Weight lifting or prolonged strenuous exercise may affect your blood sugar level many hours later. This can be a problem, especially when you're driving a car. It is one of the many reasons that you should check your blood sugar before driving. It's also a good idea to carry snacks such as fruit, crackers, juice, and soda in the car.

"With physical activity, you burn blood sugar as well as sugar stored in muscle and in the liver," explains Meneghini. "People using insulin or medications to simulate release of insulin should closely monitor blood sugar levels when they begin exercising more.
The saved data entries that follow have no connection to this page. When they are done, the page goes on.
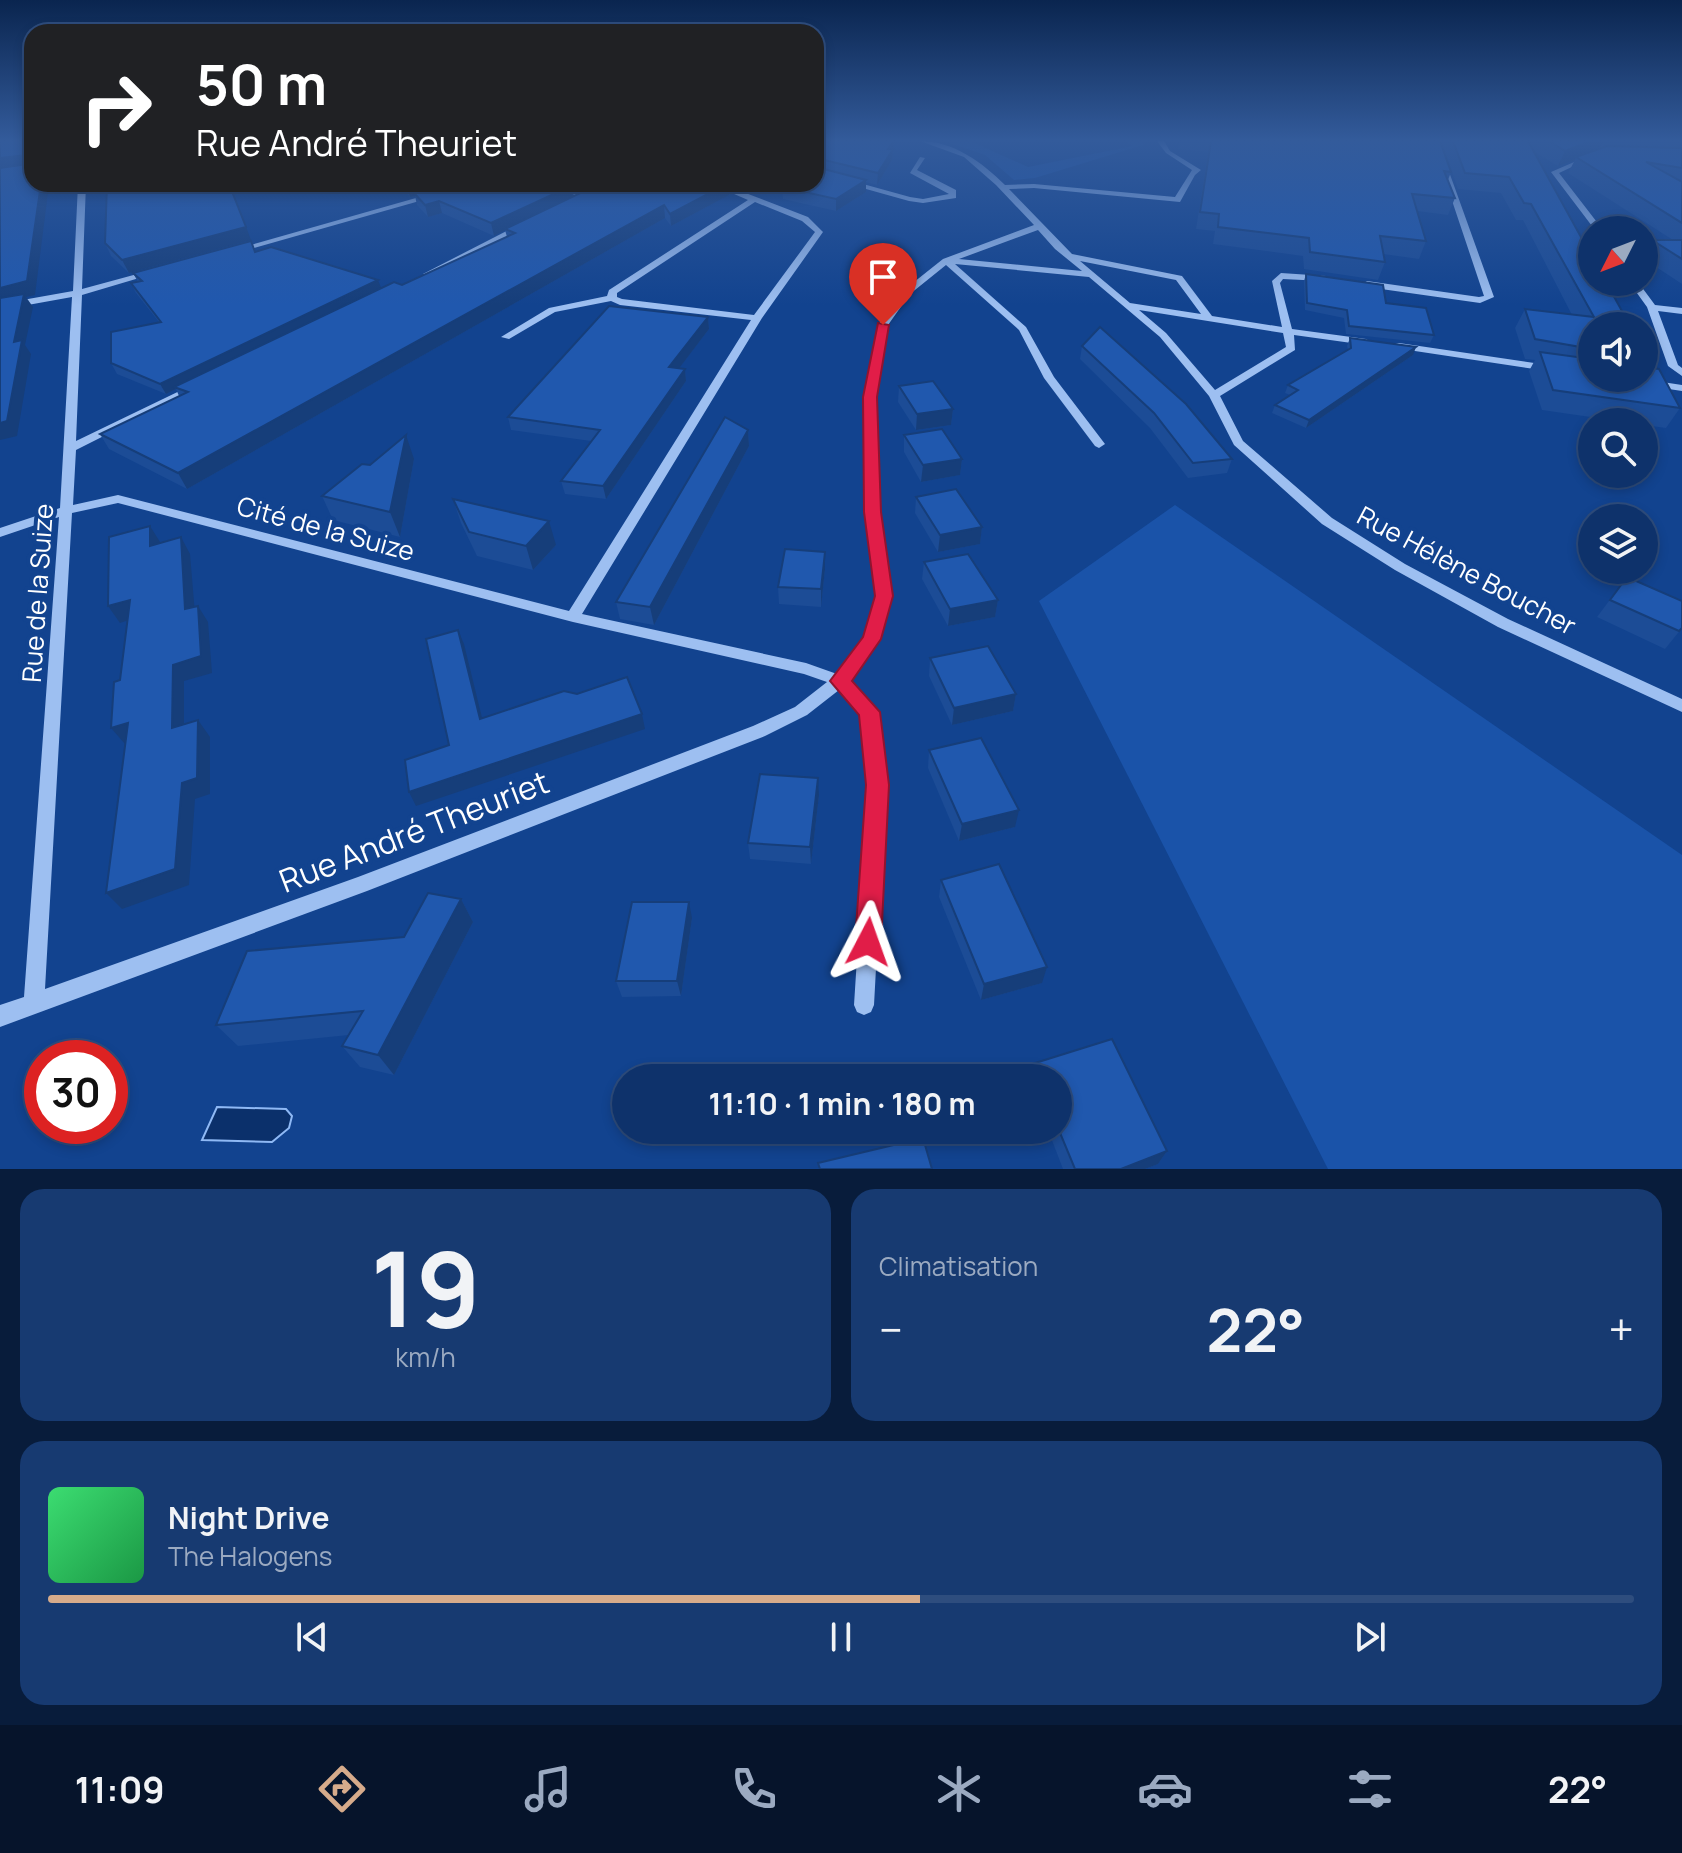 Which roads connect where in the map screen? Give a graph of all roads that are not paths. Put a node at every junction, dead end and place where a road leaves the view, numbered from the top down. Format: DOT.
graph roads {
  1 [pos="82,196"];
  2 [pos="433,196"];
  3 [pos="586,196"];
  4 [pos="745,196"];
  5 [pos="897,196"];
  6 [pos="953,196"];
  7 [pos="1009,196"];
  8 [pos="1132,196"];
  9 [pos="1180,196"];
  10 [pos="1454,196"];
  11 [pos="1573,196"];
  12 [pos="754,199"];
  13 [pos="572,202"];
  14 [pos="1588,216"];
  15 [pos="532,222"];
  16 [pos="1037,227"];
  17 [pos="225,253"];
  18 [pos="1069,257"];
  19 [pos="946,261"];
  20 [pos="164,270"];
  21 [pos="1091,275"];
  22 [pos="413,281"];
  23 [pos="1341,281"];
  24 [pos="1356,283"];
  25 [pos="78,293"];
  26 [pos="1644,296"];
  27 [pos="612,298"];
  28 [pos="1127,305"];
  29 [pos="0,307"];
  30 [pos="1652,307"];
  31 [pos="1682,311"];
  32 [pos="757,318"];
  33 [pos="1209,318"];
  34 [pos="1288,331"];
  35 [pos="506,337"];
  36 [pos="1564,370"];
  37 [pos="1682,373"];
  38 [pos="210,381"];
  39 [pos="1658,384"];
  40 [pos="1682,388"];
  41 [pos="1214,395"];
  42 [pos="1099,444"];
  43 [pos="70,448"];
  44 [pos="66,510"];
  45 [pos="0,533"];
  46 [pos="573,617"];
  47 [pos="840,681"];
  48 [pos="1682,706"];
  49 [pos="34,1004"];
  50 [pos="864,1005"];
  51 [pos="0,1016"];
  1 -- 25 [label="street, Rue de la Suize"];
  2 -- 17 [label="street"];
  3 -- 13 [label="street"];
  4 -- 12 [label="street"];
  5 -- 6 [label="street"];
  7 -- 16 [label="street, Rue Hélène Boucher"];
  8 -- 9 [label="street"];
  10 -- 24 [label="street"];
  11 -- 14 [label="street"];
  12 -- 27 [label="street"];
  12 -- 32 [label="street"];
  15 -- 22 [label="street"];
  16 -- 18 [label="street, Rue Hélène Boucher"];
  16 -- 19 [label="street, Rue André Theuriet"];
  18 -- 21 [label="street, Rue Hélène Boucher"];
  18 -- 33 [label="street"];
  19 -- 21 [label="street"];
  19 -- 42 [label="street"];
  19 -- 47 [label="street, Rue André Theuriet"];
  20 -- 25 [label="street"];
  21 -- 28 [label="street, Rue Hélène Boucher"];
  23 -- 34 [label="street"];
  25 -- 29 [label="street"];
  25 -- 43 [label="street, Rue de la Suize"];
  26 -- 30 [label="street"];
  27 -- 32 [label="street"];
  27 -- 35 [label="street"];
  28 -- 33 [label="street"];
  28 -- 41 [label="street, Rue Hélène Boucher"];
  30 -- 31 [label="street"];
  30 -- 37 [label="street"];
  32 -- 46 [label="street"];
  33 -- 34 [label="street"];
  34 -- 36 [label="street"];
  34 -- 41 [label="street"];
  38 -- 43 [label="street"];
  39 -- 40 [label="street"];
  41 -- 48 [label="street, Rue Hélène Boucher"];
  43 -- 44 [label="street, Rue de la Suize"];
  44 -- 45 [label="street, Cité de la Suize"];
  44 -- 46 [label="street, Cité de la Suize"];
  44 -- 49 [label="street, Rue de la Suize"];
  46 -- 47 [label="street, Cité de la Suize"];
  47 -- 49 [label="street, Rue André Theuriet"];
  47 -- 50 [label="street"];
  49 -- 51 [label="street, Rue André Theuriet"];
}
Over time, as you exercise regularly, you can reduce doses of medications and insulin."

Getting Started on Your Diabetes Weight Loss Plan

Losing weight is never easy. That's where a diabetes educator or a nutritionist can help, advises Deeb. A diabetes educator or nutritionist can develop a program that fits you and your lifestyle -- a program with realistic goals, he says.
"You will need a meal plan, one that you can follow every day. You'll need to know how to alter your insulin and medication based on what you're eating and whether you're exercising more," Deeb tells WebMD. "That's the safest way to lose weight."
A consultation with a diabetes educator or dietitian/nutritionist can cost from $60-$70. Typically, insurance covers the first two visits, but may not cover additional visits, says Meneghini.
Reasonably priced diabetes support groups and classes are available, frequently through hospitals. Ask your doctor or physician assistant for recommendations.
There are also diabetes web sites with in-depth exercise and weight loss information, including:
  • American Diabetes Association at www.diabetes.org
  • National Institute of Diabetes and Digestive and Kidney Diseases (NIDDK) diabetes.niddk.nih.gov
"Information is power, and the better informed you are, the better decisions you can make," says Meneghini.